Your instructions
Write out each line exactly, starting with the one containing "index pip: (193, 190)" and stopping after the last line of the listing below.

Source records
• • • • •

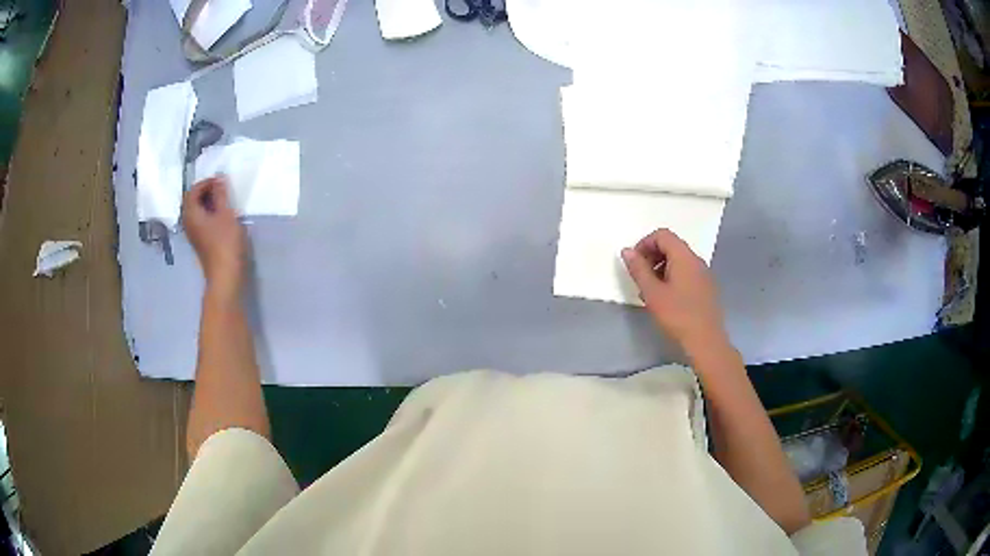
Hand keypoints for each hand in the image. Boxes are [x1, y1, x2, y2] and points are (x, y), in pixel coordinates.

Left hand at [182, 177, 245, 294]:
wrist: (225, 276)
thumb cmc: (225, 243)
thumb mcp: (226, 214)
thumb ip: (221, 194)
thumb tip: (218, 178)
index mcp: (190, 213)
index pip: (193, 190)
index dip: (206, 182)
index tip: (222, 180)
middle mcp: (187, 222)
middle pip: (192, 200)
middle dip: (206, 191)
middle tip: (222, 189)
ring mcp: (193, 233)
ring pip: (196, 211)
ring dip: (208, 202)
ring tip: (223, 201)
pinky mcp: (200, 241)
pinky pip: (200, 220)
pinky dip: (209, 213)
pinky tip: (221, 216)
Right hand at [622, 229, 727, 354]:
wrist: (705, 341)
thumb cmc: (677, 315)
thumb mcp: (652, 293)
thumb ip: (638, 269)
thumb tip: (627, 251)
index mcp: (684, 256)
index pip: (663, 235)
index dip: (644, 243)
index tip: (634, 262)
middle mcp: (696, 260)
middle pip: (672, 245)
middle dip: (652, 256)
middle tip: (640, 277)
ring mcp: (704, 274)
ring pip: (679, 260)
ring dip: (661, 268)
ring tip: (651, 290)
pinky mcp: (707, 287)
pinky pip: (687, 272)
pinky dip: (673, 277)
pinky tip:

• • • • •

Answer to this problem
index pip: (193, 190)
index dip: (206, 182)
index tip: (222, 180)
middle mcp: (187, 222)
middle pip: (192, 200)
middle dip: (206, 191)
middle tip: (222, 189)
ring mcp: (193, 233)
ring pip: (196, 211)
ring dip: (208, 202)
ring tip: (223, 201)
pinky mcp: (200, 241)
pinky pip: (200, 220)
pinky dip: (209, 213)
pinky tip: (221, 216)
Right hand at [622, 229, 727, 354]:
wrist: (705, 341)
thumb cmc: (677, 315)
thumb mcp: (652, 293)
thumb ip: (638, 269)
thumb tip: (627, 251)
index mcp: (684, 256)
index pip: (663, 235)
index dip: (644, 243)
index tip: (634, 262)
middle mcp: (696, 260)
middle pip: (672, 245)
middle dip: (652, 256)
middle tip: (640, 277)
ring mcp: (704, 274)
ring pip: (679, 260)
ring dip: (661, 268)
ring tip: (651, 290)
pinky mcp: (707, 287)
pinky pip: (687, 272)
pinky dip: (673, 277)
pinky tip:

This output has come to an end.